= Vittorio Coco =

Italian-Canadian journalist and politician

Vittorio Coco (born November 11, 1939) is an Italian and Canadian journalist and politician. He has worked at CHIN radio in Toronto since 1973 and was for many years the host of an Italian-language morning program. Coco ran for the Italian Senate in the 2006 and 2008 general elections.

==Early life and career==
Coco was born in Roccagorga, a small town near Rome. He studied journalism in Rome and worked in print media after graduating.

He moved to Edmonton, Alberta, Canada, in 1959 and intended to start an Italian-language newspaper in the city (at the time, he has noted, there were no Italian journals in Canada west of Winnipeg). He instead became involved in radio, overseeing Italian-language programming at the Canadian Broadcasting Corporation's CHFA in Edmonton and broadcasting from Expo '67 in Montreal, Quebec.

==Toronto broadcaster==
Coco joined CHIN radio in Toronto in 1972 as its news director.
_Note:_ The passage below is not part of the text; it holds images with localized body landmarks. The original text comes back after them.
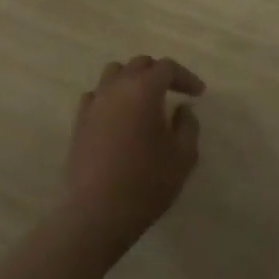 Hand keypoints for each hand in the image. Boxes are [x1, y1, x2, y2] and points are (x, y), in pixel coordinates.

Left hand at [61, 56, 204, 257]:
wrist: (97, 214)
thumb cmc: (146, 183)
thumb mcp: (183, 156)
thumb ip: (188, 125)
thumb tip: (182, 109)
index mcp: (144, 89)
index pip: (167, 68)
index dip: (186, 77)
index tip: (198, 94)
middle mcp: (117, 87)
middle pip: (140, 64)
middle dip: (159, 74)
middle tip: (174, 92)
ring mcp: (95, 103)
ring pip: (114, 73)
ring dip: (132, 80)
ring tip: (144, 100)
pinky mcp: (79, 122)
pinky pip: (96, 95)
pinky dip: (110, 97)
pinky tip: (118, 115) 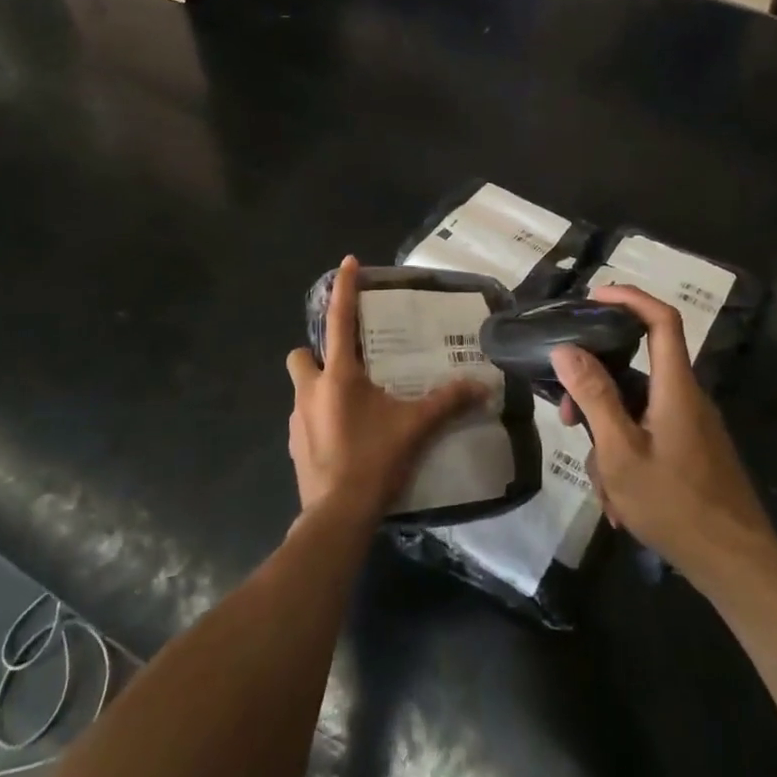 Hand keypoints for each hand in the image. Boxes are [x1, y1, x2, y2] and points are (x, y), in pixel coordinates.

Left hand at [286, 257, 486, 524]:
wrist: (337, 516)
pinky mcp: (294, 446)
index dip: (343, 288)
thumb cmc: (374, 460)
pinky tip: (346, 438)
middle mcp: (310, 390)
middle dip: (317, 354)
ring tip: (354, 407)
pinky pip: (305, 419)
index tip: (346, 261)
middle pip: (301, 355)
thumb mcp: (416, 427)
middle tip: (348, 365)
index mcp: (339, 376)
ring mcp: (296, 420)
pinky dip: (321, 419)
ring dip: (321, 388)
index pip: (339, 320)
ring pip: (302, 388)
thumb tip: (482, 385)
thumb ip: (449, 402)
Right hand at [554, 286, 776, 585]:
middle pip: (636, 370)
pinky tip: (620, 503)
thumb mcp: (621, 452)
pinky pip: (649, 437)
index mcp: (676, 387)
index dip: (630, 298)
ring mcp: (692, 426)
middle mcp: (687, 398)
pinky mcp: (692, 451)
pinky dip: (628, 459)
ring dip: (610, 439)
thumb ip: (594, 397)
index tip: (593, 297)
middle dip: (597, 390)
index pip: (661, 320)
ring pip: (636, 412)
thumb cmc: (675, 505)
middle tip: (568, 418)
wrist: (737, 564)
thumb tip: (566, 349)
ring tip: (603, 487) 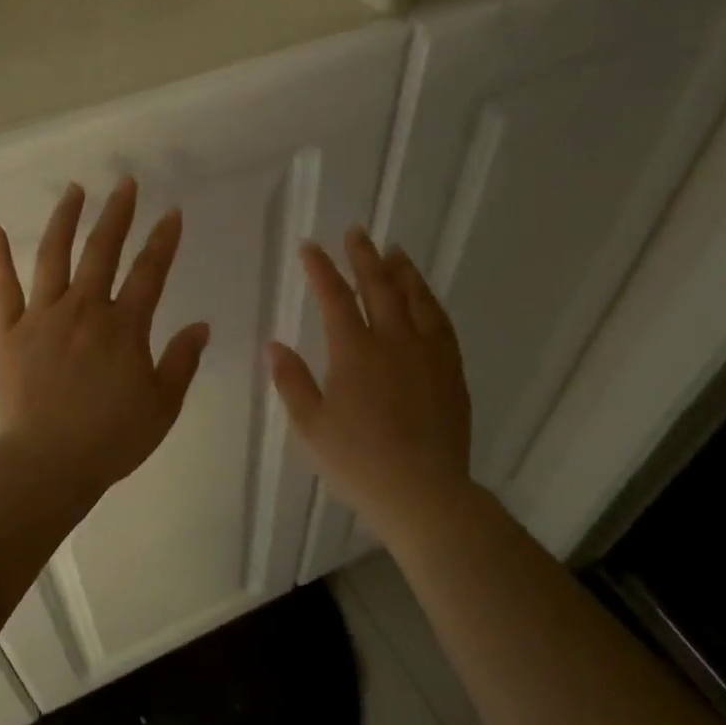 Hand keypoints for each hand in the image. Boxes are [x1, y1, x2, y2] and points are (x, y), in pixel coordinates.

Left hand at [0, 177, 210, 495]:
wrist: (45, 464)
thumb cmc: (110, 439)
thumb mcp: (161, 406)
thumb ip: (181, 362)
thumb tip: (200, 326)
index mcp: (124, 328)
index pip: (150, 273)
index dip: (163, 241)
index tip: (172, 213)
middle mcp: (84, 310)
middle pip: (102, 252)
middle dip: (117, 214)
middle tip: (125, 183)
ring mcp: (42, 317)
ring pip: (54, 257)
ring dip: (65, 220)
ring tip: (74, 190)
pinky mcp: (9, 333)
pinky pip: (4, 288)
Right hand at [269, 227, 472, 537]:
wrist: (422, 492)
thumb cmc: (357, 462)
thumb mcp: (310, 426)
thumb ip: (291, 381)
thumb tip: (274, 345)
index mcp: (355, 352)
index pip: (335, 298)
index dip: (321, 269)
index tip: (310, 247)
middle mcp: (394, 342)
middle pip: (380, 286)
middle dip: (364, 256)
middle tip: (356, 232)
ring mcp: (428, 354)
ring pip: (417, 299)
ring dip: (403, 271)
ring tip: (394, 251)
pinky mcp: (451, 371)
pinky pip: (442, 323)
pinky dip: (430, 302)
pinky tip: (426, 298) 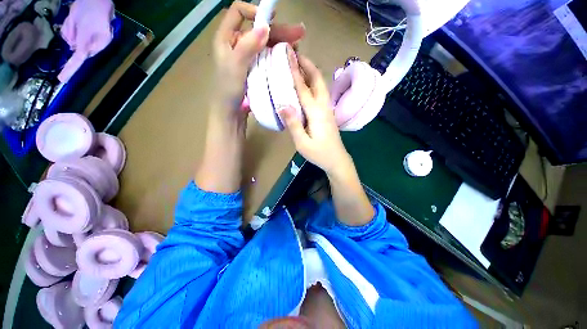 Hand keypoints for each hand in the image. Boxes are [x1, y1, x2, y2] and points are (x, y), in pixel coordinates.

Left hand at [213, 1, 304, 109]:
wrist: (231, 113)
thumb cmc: (228, 91)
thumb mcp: (235, 67)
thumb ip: (247, 47)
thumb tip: (264, 27)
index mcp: (227, 38)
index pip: (239, 12)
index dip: (255, 11)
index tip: (272, 20)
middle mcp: (238, 44)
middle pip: (259, 29)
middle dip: (279, 29)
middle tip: (299, 33)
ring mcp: (248, 58)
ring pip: (266, 44)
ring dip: (282, 43)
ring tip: (298, 47)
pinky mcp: (256, 70)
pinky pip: (268, 58)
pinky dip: (279, 56)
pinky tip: (290, 59)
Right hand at [281, 49, 373, 224]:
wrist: (337, 160)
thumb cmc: (319, 154)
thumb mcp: (302, 143)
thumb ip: (293, 124)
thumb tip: (283, 104)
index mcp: (316, 112)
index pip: (303, 87)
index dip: (295, 70)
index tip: (288, 53)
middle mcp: (324, 106)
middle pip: (317, 80)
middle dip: (307, 64)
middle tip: (295, 53)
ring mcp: (328, 109)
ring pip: (320, 85)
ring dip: (311, 72)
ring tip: (300, 63)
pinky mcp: (327, 113)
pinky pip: (320, 93)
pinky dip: (313, 83)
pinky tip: (307, 84) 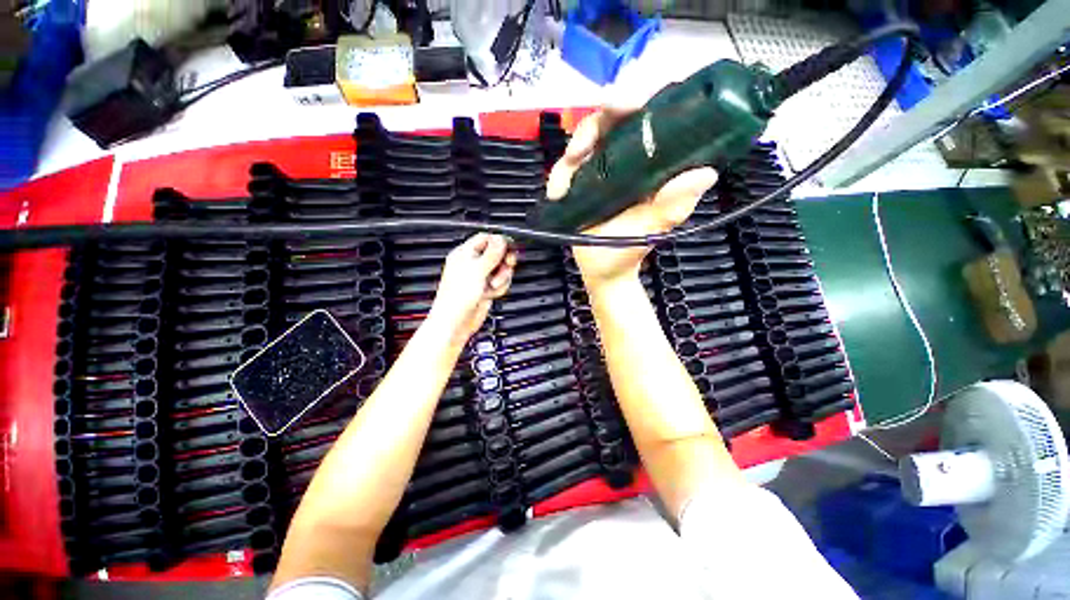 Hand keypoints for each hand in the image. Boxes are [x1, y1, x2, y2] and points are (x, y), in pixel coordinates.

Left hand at [428, 234, 516, 344]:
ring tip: (493, 284)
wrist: (456, 321)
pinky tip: (491, 293)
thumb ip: (491, 254)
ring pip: (501, 269)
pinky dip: (500, 288)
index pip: (486, 239)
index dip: (499, 242)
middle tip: (508, 263)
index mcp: (465, 254)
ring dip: (502, 277)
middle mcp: (473, 264)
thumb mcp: (477, 270)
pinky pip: (501, 282)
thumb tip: (501, 239)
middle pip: (497, 254)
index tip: (509, 247)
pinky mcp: (486, 289)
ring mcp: (480, 277)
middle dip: (504, 260)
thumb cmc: (457, 296)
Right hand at [546, 107, 717, 289]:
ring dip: (575, 147)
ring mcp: (597, 171)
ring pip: (584, 140)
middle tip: (595, 123)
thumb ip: (673, 206)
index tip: (631, 99)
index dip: (642, 99)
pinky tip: (558, 193)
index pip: (650, 118)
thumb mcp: (652, 229)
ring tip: (570, 168)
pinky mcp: (577, 184)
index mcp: (650, 165)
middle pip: (612, 121)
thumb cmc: (628, 251)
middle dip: (602, 116)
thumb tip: (706, 173)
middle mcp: (624, 161)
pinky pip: (564, 170)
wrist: (602, 271)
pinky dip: (559, 176) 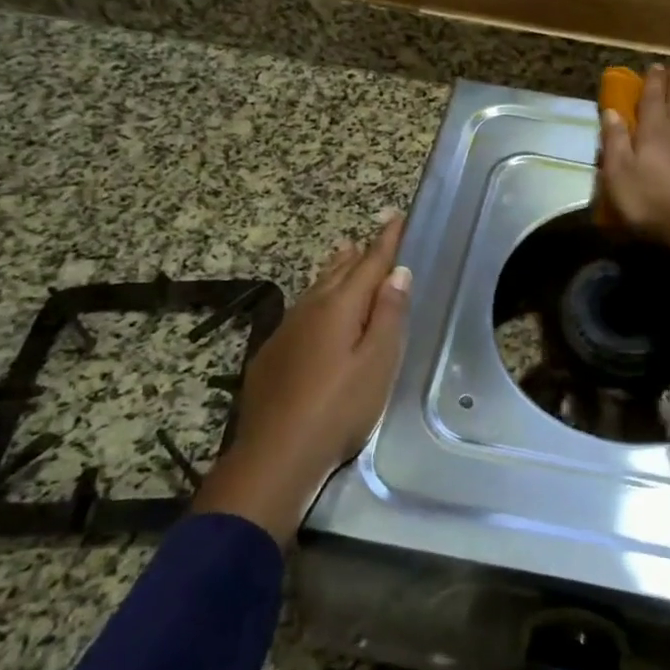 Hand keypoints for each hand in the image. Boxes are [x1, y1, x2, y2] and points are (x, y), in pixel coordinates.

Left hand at [193, 216, 411, 543]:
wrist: (276, 454)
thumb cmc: (339, 408)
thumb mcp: (379, 363)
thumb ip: (389, 315)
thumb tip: (397, 273)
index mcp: (340, 307)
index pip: (369, 264)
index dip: (385, 241)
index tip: (395, 216)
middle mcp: (310, 309)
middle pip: (339, 271)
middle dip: (359, 253)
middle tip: (371, 235)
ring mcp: (286, 330)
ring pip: (316, 288)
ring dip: (334, 269)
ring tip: (344, 253)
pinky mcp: (272, 353)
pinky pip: (302, 310)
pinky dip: (317, 296)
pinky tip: (316, 309)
Later in the same year, he became the debut host of "Wake-Up Italian Style," the station's Italian-language morning show. He celebrated his twenty-sixth year on the air in 1998, excepting a short period of time in the 1970s when he hosted an afternoon program. Under Coco's watch, "Wake-Up Italian Style" featured a combination of music and spoken-word content, including new hit material from Italy. Coco has also worked for "Festival Italiano di Johnny Lombardi" program on CHIN-TV.

==Politician==
Coco ran for the Italian Senate in the 2006 and 2008 general elections in a division reserved for Italian citizens living in North American and Central America. He was a candidate of the Union of Christian and Centre Democrats in 2006 and ran for its successor party, the Union of the Centre, in 2008. He was defeated on both occasions. Coco received credible support in Toronto in 2006, but did not poll well elsewhere.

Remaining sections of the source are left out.